The records: Begin

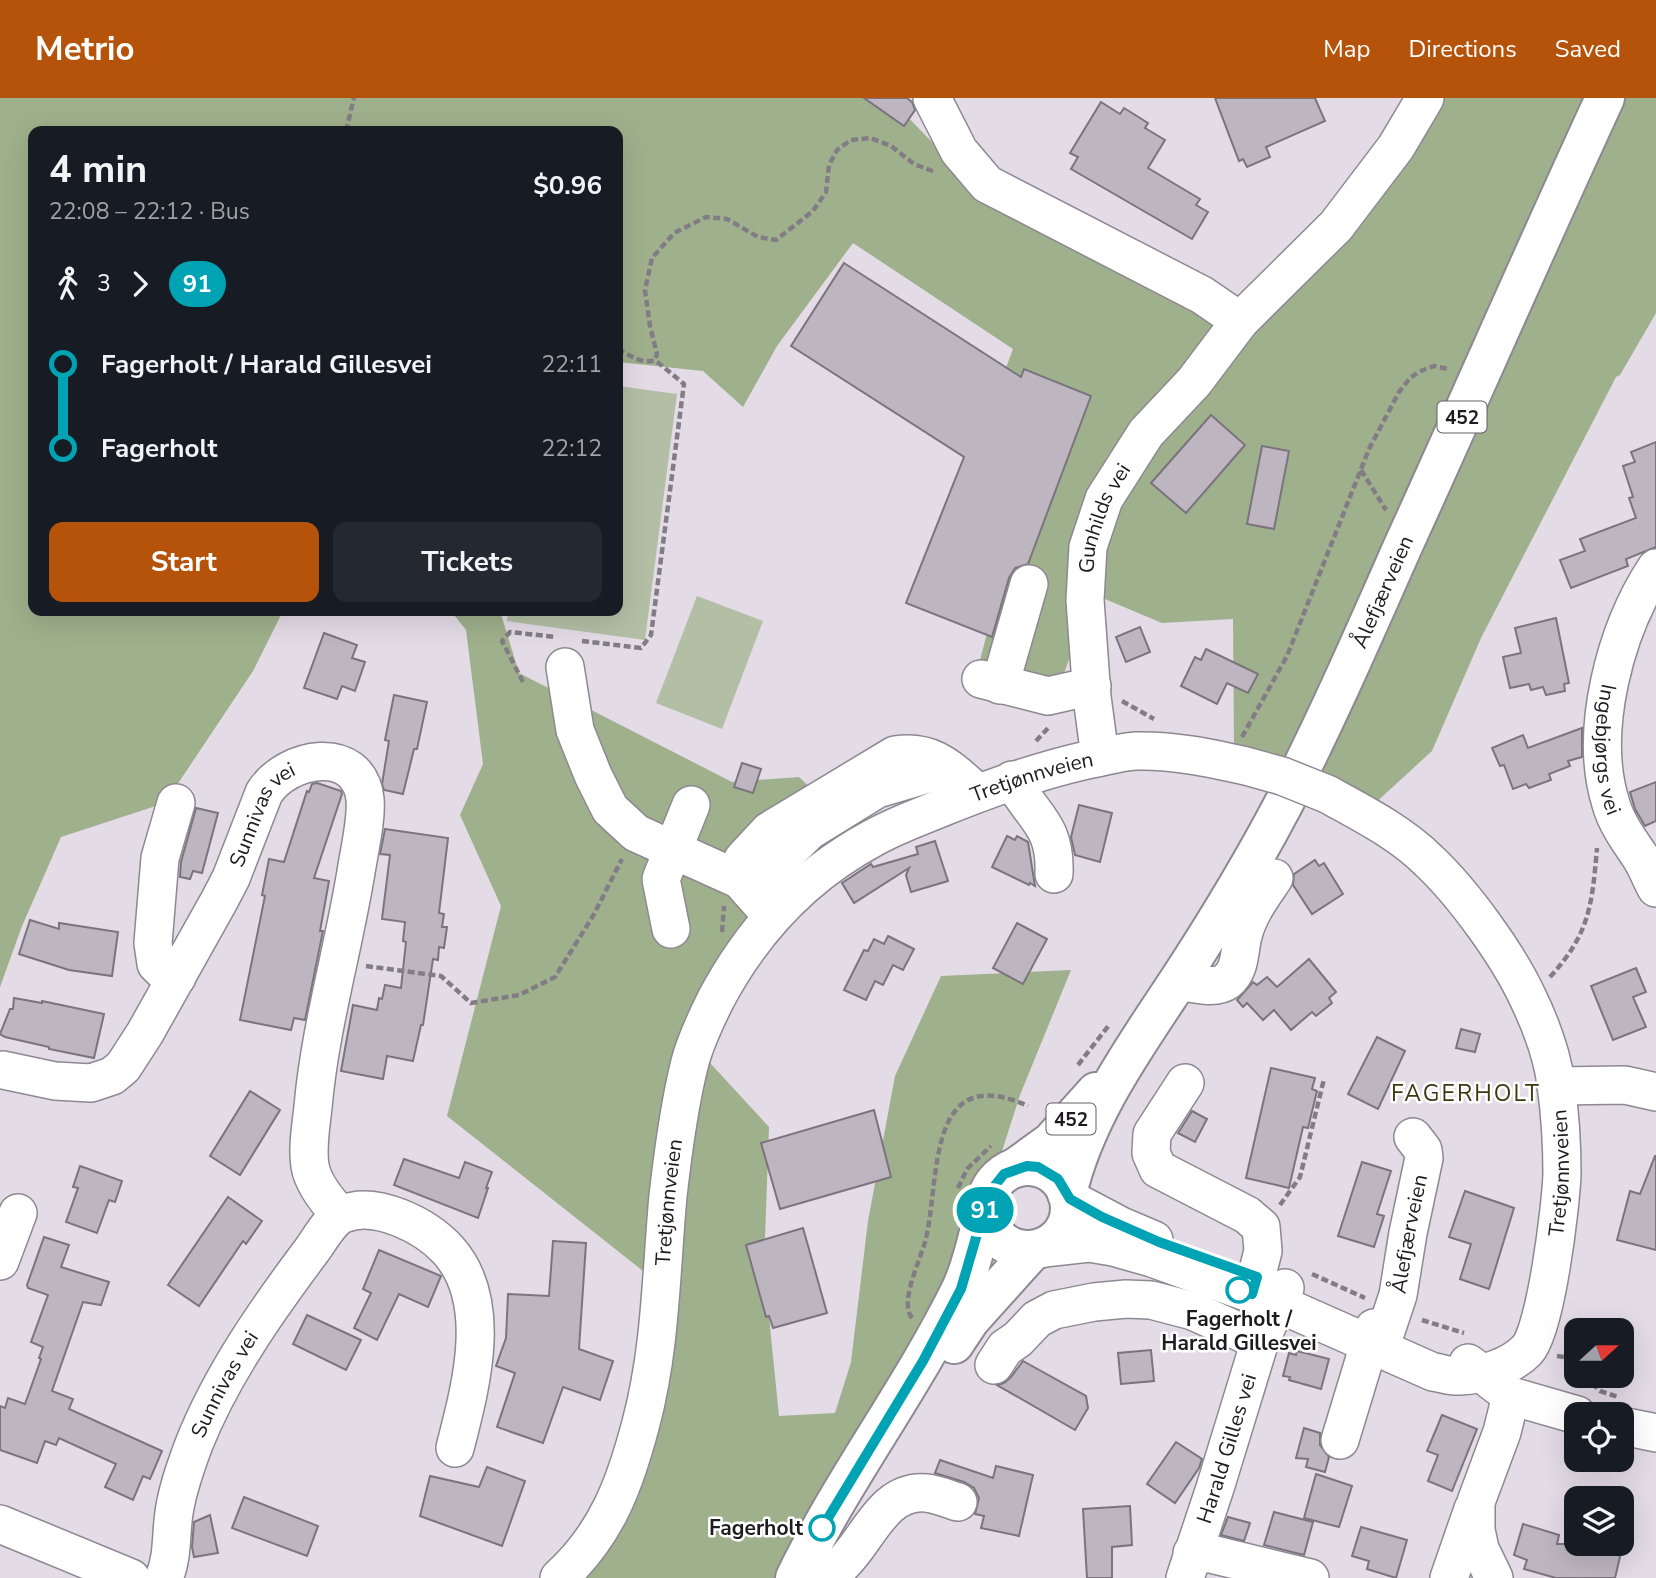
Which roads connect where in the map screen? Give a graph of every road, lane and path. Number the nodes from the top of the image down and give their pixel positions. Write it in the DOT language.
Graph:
graph roads {
  1 [pos="354,98"];
  2 [pos="932,98"];
  3 [pos="1426,98"];
  4 [pos="1605,98"];
  5 [pos="347,126"];
  6 [pos="967,163"];
  7 [pos="1240,321"];
  8 [pos="623,352"];
  9 [pos="1455,358"];
  10 [pos="655,360"];
  11 [pos="1361,469"];
  12 [pos="1392,497"];
  13 [pos="1656,568"];
  14 [pos="1029,584"];
  15 [pos="568,648"];
  16 [pos="523,682"];
  17 [pos="1091,686"];
  18 [pos="1243,752"];
  19 [pos="1100,757"];
  20 [pos="1012,780"];
  21 [pos="978,793"];
  22 [pos="176,803"];
  23 [pos="691,805"];
  24 [pos="1611,807"];
  25 [pos="636,834"];
  26 [pos="673,851"];
  27 [pos="1054,874"];
  28 [pos="1274,878"];
  29 [pos="1656,888"];
  30 [pos="754,895"];
  31 [pos="671,929"];
  32 [pos="339,962"];
  33 [pos="177,977"];
  34 [pos="1549,978"];
  35 [pos="1178,981"];
  36 [pos="1112,1020"];
  37 [pos="1123,1066"];
  38 [pos="3,1070"];
  39 [pos="1071,1076"];
  40 [pos="1324,1079"];
  41 [pos="1185,1083"];
  42 [pos="1556,1086"];
  43 [pos="1656,1093"];
  44 [pos="1028,1105"];
  45 [pos="1413,1137"];
  46 [pos="1008,1154"];
  47 [pos="1068,1197"];
  48 [pos="972,1198"];
  49 [pos="18,1213"];
  50 [pos="340,1215"];
  51 [pos="1261,1227"];
  52 [pos="1038,1249"];
  53 [pos="0,1261"];
  54 [pos="1268,1291"];
  55 [pos="919,1322"];
  56 [pos="1377,1339"];
  57 [pos="1260,1342"];
  58 [pos="994,1364"];
  59 [pos="1481,1372"];
  60 [pos="1511,1396"];
  61 [pos="1564,1411"];
  62 [pos="1634,1428"];
  63 [pos="1656,1433"];
  64 [pos="1340,1440"];
  65 [pos="455,1448"];
  66 [pos="958,1502"];
  67 [pos="1476,1502"];
  68 [pos="0,1524"];
  69 [pos="1188,1566"];
  70 [pos="818,1572"];
  71 [pos="131,1578"];
  72 [pos="164,1578"];
  73 [pos="559,1578"];
  74 [pos="1310,1578"];
  75 [pos="1449,1578"];
  76 [pos="1494,1578"];
  1 -- 5 [label="path"];
  2 -- 6 [label="street"];
  3 -- 7 [label="street, Gunhilds vei"];
  4 -- 35 [label="main road, Ålefjærveien / 452"];
  6 -- 7 [label="street"];
  6 -- 10 [label="path"];
  7 -- 17 [label="street, Gunhilds vei"];
  8 -- 10 [label="path"];
  9 -- 11 [label="path"];
  10 -- 15 [label="path"];
  11 -- 12 [label="path"];
  11 -- 18 [label="path"];
  13 -- 24 [label="street, Ingebjørgs vei"];
  14 -- 17 [label="street"];
  15 -- 16 [label="path"];
  15 -- 25 [label="street"];
  17 -- 19 [label="street, Gunhilds vei"];
  18 -- 19 [label="street, Tretjønnveien"];
  18 -- 42 [label="street, Tretjønnveien, bridge"];
  19 -- 20 [label="street, Tretjønnveien"];
  20 -- 21 [label="street, Tretjønnveien"];
  20 -- 27 [label="street"];
  21 -- 30 [label="street, Tretjønnveien"];
  21 -- 30 [label="street"];
  22 -- 33 [label="street"];
  23 -- 26 [label="street"];
  24 -- 29 [label="street, Ingebjørgs vei"];
  24 -- 34 [label="path"];
  25 -- 26 [label="street"];
  25 -- 32 [label="path"];
  26 -- 30 [label="street"];
  26 -- 31 [label="street"];
  28 -- 35 [label="street"];
  30 -- 73 [label="street, Tretjønnveien"];
  32 -- 33 [label="street, Sunnivas vei"];
  32 -- 50 [label="street, Sunnivas vei"];
  33 -- 38 [label="street, Sunnivas vei"];
  35 -- 37 [label="main road, Ålefjærveien / 452"];
  36 -- 39 [label="path"];
  37 -- 46 [label="main road, Ålefjærveien / 452"];
  37 -- 47 [label="main road, Ålefjærveien / 452"];
  40 -- 51 [label="path"];
  41 -- 51 [label="street"];
  42 -- 43 [label="street"];
  42 -- 59 [label="street, Tretjønnveien"];
  44 -- 55 [label="path"];
  45 -- 56 [label="street, Ålefjærveien"];
  46 -- 47 [label="main road"];
  46 -- 48 [label="main road, 452"];
  46 -- 48 [label="path"];
  47 -- 52 [label="main road, 452"];
  47 -- 54 [label="street"];
  48 -- 52 [label="main road"];
  48 -- 70 [label="main road, 452"];
  49 -- 53 [label="street"];
  50 -- 65 [label="street"];
  50 -- 72 [label="street, Sunnivas vei"];
  51 -- 54 [label="street, Harald Gilles vei"];
  52 -- 54 [label="street"];
  52 -- 70 [label="main road, 452"];
  54 -- 56 [label="street"];
  54 -- 57 [label="street, Harald Gilles vei"];
  56 -- 59 [label="street"];
  56 -- 64 [label="street, Ålefjærveien"];
  57 -- 58 [label="street"];
  57 -- 69 [label="street, Harald Gilles vei"];
  59 -- 60 [label="street"];
  60 -- 61 [label="street"];
  60 -- 67 [label="street"];
  62 -- 63 [label="street"];
  66 -- 70 [label="street"];
  67 -- 75 [label="street"];
  67 -- 76 [label="street"];
  68 -- 71 [label="street"];
  69 -- 74 [label="street, Harald Gilles vei"];
}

The records: End

**What to work on**
Your answer should be a single number: how many lines in the listing above contain "Gunhilds"?

**Solution**
3